SUPPLIED RECORDS: Begin

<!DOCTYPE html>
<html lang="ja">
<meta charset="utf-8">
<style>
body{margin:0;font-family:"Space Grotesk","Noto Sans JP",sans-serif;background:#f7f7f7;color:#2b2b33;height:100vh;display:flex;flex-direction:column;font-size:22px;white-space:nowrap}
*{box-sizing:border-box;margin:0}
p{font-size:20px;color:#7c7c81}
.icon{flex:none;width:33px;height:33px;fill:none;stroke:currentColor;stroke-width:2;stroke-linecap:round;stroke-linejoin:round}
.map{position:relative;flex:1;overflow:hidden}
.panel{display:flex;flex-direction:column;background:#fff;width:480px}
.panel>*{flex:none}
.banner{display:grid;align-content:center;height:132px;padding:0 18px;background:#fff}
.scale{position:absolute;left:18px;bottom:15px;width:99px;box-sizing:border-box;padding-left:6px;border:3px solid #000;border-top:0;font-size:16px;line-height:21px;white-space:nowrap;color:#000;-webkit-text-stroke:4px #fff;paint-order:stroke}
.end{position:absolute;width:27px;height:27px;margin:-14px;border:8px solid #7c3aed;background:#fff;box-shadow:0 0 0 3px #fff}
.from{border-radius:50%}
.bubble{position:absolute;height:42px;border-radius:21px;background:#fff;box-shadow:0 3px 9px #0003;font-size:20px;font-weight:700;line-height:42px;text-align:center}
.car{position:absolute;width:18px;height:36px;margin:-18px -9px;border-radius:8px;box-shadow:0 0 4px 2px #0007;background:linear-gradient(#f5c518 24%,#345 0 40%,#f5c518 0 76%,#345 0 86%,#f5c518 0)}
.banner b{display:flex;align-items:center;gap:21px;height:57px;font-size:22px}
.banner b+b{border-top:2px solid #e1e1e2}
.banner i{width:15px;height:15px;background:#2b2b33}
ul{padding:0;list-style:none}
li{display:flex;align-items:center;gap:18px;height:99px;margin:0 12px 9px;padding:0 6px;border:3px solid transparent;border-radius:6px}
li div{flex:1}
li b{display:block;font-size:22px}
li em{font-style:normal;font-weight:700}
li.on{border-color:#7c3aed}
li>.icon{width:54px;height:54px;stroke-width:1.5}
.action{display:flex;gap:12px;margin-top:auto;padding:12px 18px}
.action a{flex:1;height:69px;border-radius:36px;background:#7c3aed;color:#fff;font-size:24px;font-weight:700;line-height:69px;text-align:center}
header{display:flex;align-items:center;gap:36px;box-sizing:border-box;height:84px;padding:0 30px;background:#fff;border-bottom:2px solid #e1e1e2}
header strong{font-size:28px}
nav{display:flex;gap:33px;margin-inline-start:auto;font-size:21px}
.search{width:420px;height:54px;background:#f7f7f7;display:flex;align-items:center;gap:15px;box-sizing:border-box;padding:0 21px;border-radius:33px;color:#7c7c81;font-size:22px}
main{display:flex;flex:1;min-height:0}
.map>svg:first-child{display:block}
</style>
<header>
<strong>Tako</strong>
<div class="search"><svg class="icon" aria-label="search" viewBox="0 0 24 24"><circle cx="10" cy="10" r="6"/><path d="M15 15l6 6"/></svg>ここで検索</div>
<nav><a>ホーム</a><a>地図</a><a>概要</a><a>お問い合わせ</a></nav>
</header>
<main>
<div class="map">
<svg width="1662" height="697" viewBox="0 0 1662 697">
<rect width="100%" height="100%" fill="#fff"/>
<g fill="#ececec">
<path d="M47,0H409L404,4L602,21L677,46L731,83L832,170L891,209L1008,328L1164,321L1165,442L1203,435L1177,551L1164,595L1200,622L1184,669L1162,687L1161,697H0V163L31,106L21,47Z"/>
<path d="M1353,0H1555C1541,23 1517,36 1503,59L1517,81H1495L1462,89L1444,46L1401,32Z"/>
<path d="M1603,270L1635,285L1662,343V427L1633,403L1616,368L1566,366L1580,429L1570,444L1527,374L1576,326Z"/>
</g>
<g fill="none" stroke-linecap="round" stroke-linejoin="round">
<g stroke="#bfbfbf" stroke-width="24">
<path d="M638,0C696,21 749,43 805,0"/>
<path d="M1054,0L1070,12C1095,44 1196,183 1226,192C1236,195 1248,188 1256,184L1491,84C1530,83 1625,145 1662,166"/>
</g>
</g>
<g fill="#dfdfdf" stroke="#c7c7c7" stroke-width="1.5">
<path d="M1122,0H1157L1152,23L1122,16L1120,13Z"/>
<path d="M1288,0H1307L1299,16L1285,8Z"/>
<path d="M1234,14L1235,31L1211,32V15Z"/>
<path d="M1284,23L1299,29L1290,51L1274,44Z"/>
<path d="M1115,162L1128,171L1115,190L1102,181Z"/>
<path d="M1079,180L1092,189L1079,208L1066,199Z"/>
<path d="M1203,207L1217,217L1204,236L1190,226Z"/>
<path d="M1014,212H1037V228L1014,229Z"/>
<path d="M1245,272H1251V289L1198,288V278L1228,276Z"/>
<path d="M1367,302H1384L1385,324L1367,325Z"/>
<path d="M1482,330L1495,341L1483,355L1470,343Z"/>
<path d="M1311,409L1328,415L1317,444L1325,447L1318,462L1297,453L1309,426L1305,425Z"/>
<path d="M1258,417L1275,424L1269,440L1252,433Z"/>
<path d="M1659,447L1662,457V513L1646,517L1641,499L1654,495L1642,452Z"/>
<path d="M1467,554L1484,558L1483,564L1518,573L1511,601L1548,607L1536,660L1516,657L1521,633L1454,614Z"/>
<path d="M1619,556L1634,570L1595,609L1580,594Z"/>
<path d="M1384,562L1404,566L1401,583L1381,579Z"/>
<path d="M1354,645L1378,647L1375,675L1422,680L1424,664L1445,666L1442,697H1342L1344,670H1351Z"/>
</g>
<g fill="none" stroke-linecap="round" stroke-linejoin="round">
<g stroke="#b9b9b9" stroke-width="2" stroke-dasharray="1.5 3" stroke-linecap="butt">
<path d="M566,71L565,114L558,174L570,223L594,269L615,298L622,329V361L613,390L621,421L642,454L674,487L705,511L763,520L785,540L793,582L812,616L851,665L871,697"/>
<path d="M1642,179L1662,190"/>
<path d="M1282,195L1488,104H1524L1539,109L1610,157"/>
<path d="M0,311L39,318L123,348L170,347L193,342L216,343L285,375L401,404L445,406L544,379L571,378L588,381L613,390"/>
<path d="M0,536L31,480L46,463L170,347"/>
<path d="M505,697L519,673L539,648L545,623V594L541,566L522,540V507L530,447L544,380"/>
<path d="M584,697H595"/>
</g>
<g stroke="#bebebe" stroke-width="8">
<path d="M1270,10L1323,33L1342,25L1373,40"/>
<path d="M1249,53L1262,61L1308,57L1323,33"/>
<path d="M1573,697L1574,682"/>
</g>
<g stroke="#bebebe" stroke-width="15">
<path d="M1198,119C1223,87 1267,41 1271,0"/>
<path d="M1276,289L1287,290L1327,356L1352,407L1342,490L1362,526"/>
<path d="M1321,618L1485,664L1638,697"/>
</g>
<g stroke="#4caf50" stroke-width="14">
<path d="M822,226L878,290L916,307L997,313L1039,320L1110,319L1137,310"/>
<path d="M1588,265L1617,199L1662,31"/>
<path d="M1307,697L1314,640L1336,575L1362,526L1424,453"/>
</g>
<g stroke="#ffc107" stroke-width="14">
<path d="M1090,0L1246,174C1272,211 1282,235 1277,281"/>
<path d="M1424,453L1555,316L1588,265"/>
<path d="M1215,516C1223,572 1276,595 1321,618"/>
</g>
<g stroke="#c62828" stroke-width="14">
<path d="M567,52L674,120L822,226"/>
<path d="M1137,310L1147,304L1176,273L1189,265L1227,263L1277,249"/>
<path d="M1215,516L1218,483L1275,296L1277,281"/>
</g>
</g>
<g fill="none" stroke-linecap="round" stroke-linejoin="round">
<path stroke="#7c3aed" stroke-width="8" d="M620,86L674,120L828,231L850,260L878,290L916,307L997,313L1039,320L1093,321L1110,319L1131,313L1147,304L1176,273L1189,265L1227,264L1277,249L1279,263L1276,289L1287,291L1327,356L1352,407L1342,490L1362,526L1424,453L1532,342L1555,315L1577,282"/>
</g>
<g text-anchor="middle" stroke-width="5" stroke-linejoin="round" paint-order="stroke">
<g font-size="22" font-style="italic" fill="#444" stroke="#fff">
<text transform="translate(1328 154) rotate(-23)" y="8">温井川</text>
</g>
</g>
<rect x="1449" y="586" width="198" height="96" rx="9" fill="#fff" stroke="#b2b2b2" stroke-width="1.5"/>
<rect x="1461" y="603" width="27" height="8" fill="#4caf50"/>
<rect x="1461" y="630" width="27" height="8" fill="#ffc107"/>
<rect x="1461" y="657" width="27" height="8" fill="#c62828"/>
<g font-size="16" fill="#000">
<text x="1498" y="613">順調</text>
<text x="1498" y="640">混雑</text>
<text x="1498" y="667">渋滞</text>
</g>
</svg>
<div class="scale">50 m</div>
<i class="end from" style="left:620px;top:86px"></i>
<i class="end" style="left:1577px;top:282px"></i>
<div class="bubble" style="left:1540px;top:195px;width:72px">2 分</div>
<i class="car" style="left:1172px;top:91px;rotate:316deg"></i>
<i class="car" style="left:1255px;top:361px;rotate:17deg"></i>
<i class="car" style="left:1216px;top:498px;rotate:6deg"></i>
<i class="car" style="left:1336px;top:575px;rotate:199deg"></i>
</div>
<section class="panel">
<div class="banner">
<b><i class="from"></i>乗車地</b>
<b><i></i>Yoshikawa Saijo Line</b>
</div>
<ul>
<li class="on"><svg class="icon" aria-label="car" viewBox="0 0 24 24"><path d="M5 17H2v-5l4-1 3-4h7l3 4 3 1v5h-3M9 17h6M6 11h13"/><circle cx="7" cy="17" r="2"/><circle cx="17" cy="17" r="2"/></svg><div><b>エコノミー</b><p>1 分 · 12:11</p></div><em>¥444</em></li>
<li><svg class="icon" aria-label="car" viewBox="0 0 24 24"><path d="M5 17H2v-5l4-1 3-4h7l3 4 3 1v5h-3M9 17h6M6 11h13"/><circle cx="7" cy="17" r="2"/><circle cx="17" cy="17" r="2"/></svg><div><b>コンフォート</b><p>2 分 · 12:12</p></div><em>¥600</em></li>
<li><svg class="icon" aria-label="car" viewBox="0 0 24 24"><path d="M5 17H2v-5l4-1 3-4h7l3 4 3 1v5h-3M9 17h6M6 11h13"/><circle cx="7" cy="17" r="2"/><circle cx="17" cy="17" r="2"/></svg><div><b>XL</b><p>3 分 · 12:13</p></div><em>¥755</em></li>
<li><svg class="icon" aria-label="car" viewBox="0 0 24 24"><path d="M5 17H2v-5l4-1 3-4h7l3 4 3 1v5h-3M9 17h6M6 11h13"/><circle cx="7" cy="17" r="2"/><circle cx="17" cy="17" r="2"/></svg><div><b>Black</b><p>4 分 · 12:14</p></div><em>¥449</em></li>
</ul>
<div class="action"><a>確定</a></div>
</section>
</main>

SUPPLIED RECORDS: End

- WHAT TO DO
Look through the entries above; find each line with the word "strong" and copy it.

- COMPLETED TASK
header strong{font-size:28px}
<strong>Tako</strong>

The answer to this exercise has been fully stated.